Collected data:
+---+
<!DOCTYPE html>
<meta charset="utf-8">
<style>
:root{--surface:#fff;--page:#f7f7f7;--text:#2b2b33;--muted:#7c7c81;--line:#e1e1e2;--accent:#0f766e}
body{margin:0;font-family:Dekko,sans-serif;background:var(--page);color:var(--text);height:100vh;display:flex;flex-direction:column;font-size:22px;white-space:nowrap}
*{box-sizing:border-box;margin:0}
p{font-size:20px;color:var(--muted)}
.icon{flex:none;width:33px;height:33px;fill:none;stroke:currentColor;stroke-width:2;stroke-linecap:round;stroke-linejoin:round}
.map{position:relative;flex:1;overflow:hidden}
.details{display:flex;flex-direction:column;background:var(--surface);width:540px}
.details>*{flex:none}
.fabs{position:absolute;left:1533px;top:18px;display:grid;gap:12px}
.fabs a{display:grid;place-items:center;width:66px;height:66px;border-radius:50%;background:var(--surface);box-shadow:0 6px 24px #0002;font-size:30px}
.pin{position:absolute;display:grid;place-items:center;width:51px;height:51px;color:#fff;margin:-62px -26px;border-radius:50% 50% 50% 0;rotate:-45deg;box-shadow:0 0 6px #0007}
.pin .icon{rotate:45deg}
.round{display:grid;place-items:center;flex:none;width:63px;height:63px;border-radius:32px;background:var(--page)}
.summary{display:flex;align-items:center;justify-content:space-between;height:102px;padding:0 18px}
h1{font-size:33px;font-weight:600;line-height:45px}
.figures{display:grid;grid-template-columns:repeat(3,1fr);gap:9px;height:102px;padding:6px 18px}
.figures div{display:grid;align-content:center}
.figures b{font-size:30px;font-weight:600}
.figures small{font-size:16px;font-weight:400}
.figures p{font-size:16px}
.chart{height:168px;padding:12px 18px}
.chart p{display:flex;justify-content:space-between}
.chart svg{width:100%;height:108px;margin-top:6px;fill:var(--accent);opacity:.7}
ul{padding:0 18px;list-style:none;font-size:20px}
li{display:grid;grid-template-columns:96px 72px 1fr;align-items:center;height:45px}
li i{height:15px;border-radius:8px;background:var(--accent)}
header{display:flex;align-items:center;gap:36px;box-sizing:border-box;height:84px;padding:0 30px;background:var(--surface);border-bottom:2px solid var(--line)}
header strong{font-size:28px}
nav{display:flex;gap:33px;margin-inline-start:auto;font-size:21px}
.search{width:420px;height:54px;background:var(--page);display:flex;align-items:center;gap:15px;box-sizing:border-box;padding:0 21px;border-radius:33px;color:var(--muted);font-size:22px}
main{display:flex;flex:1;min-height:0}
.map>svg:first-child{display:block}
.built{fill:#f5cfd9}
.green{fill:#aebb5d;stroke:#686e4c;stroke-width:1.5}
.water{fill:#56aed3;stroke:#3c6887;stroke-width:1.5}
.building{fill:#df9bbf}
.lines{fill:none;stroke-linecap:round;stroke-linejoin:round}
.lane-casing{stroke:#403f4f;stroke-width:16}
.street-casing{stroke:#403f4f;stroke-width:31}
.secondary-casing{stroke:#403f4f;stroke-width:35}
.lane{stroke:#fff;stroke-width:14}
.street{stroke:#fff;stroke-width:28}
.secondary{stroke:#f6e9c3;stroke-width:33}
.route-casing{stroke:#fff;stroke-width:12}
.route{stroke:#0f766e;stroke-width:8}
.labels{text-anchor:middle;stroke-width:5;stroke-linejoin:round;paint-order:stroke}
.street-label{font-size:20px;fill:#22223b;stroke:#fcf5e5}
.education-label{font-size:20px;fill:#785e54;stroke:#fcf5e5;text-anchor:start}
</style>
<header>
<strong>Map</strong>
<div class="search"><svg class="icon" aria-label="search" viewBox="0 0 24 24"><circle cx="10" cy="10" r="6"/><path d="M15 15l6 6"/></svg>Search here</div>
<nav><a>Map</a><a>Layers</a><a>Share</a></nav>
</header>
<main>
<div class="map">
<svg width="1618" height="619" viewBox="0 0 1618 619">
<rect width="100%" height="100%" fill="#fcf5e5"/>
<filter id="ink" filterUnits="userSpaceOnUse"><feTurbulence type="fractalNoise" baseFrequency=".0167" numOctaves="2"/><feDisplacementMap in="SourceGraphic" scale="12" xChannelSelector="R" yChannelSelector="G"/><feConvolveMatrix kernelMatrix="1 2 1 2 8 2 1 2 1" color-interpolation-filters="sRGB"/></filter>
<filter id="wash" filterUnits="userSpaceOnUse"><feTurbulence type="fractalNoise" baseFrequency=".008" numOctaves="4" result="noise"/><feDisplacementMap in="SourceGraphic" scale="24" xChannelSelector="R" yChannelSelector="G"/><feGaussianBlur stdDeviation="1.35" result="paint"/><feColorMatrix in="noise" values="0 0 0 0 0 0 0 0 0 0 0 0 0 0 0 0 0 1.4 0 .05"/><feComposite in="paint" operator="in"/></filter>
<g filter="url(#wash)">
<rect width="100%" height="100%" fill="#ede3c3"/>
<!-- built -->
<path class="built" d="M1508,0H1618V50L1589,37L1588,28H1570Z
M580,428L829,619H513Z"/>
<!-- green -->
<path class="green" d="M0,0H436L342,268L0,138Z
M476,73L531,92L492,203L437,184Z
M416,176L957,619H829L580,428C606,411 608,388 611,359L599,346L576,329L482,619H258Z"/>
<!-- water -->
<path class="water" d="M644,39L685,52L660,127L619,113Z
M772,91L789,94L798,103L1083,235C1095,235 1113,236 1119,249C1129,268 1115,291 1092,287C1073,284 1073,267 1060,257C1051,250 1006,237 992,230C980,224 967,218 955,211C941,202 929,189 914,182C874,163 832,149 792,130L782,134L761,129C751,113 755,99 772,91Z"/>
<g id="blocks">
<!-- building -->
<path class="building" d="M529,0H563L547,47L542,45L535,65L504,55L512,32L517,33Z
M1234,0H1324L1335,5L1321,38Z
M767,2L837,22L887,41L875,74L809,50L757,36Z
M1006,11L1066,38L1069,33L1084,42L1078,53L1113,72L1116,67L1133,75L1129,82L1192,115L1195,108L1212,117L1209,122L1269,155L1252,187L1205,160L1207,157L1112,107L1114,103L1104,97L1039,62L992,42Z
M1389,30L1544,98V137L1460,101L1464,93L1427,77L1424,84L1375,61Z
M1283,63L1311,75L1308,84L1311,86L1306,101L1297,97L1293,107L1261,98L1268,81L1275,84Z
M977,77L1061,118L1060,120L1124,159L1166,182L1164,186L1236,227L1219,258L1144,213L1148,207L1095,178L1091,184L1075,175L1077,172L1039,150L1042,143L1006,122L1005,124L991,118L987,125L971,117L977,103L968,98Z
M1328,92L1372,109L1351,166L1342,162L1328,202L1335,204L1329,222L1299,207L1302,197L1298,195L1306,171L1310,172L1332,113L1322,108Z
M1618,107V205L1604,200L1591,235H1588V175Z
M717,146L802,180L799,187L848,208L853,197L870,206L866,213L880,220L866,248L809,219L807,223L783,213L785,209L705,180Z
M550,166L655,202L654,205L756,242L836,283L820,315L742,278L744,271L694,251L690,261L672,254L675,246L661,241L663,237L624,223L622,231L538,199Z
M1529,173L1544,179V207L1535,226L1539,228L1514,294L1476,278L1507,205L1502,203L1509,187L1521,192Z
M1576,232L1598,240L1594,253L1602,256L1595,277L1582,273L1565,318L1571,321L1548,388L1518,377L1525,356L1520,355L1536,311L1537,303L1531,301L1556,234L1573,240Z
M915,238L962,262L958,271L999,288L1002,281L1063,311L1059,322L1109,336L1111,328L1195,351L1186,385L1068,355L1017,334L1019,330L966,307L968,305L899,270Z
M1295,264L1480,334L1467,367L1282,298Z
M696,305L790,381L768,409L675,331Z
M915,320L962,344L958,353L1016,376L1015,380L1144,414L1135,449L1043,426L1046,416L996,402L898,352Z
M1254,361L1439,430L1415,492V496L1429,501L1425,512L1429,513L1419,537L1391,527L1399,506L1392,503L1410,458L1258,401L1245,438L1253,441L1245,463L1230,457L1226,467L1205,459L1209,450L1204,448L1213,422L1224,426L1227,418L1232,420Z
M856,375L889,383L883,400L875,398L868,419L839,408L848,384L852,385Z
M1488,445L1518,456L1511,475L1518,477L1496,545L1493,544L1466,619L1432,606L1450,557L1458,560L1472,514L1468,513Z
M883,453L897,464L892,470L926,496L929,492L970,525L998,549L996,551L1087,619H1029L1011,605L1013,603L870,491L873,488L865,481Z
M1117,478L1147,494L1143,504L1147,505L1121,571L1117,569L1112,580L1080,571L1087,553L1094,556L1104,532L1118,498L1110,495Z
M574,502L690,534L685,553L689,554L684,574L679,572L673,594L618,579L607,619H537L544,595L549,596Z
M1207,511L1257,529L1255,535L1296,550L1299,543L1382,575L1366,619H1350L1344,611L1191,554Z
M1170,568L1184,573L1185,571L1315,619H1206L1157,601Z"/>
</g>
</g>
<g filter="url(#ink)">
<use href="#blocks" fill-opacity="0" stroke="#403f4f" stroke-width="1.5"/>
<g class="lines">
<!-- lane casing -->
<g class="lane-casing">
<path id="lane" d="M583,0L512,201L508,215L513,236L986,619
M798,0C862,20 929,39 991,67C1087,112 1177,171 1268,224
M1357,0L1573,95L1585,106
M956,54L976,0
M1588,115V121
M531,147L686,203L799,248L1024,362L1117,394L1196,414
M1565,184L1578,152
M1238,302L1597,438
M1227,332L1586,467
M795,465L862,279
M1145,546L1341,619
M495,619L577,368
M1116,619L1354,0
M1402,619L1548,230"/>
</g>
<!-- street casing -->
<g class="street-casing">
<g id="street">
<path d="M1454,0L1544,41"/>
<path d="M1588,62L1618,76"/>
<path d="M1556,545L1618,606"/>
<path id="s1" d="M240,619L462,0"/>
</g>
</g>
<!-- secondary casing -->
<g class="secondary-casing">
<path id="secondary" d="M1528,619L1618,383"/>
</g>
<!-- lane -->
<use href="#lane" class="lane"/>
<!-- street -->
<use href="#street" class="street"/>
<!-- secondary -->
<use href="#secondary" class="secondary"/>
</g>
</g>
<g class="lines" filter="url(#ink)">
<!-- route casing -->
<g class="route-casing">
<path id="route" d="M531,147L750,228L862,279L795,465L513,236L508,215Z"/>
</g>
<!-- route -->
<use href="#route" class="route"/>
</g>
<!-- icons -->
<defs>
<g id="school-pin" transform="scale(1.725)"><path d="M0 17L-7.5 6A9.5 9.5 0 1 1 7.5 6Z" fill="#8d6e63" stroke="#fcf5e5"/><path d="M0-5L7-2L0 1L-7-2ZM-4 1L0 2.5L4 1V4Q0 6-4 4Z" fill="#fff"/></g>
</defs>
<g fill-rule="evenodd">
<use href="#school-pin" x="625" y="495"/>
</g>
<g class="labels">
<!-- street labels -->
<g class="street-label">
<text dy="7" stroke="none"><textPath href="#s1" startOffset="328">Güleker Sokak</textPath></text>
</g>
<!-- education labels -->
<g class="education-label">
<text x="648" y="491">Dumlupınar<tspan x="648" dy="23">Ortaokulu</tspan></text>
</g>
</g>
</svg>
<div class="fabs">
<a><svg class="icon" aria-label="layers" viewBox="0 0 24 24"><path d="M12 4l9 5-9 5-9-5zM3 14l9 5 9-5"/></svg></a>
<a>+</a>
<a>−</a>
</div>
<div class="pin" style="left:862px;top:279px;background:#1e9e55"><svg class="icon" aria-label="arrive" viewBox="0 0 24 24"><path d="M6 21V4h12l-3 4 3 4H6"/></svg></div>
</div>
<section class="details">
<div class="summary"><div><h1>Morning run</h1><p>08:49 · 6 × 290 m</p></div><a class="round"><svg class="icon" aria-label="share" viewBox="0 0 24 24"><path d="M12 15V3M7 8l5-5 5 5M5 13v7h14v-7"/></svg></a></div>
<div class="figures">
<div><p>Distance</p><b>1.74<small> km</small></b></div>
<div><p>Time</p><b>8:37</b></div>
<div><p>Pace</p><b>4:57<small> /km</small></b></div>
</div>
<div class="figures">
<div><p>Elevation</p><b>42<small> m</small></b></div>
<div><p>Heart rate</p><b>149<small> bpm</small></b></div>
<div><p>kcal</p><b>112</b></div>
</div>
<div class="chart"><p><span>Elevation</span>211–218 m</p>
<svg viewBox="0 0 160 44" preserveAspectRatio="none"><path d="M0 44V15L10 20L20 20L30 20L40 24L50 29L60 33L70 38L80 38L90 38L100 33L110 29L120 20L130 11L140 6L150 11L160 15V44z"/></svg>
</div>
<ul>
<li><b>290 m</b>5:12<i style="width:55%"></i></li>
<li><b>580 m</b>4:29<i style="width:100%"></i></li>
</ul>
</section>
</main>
+---+
Task instructions: The required answer is each line of the entries containing the string "linecap".

Solution for this task:
.icon{flex:none;width:33px;height:33px;fill:none;stroke:currentColor;stroke-width:2;stroke-linecap:round;stroke-linejoin:round}
.lines{fill:none;stroke-linecap:round;stroke-linejoin:round}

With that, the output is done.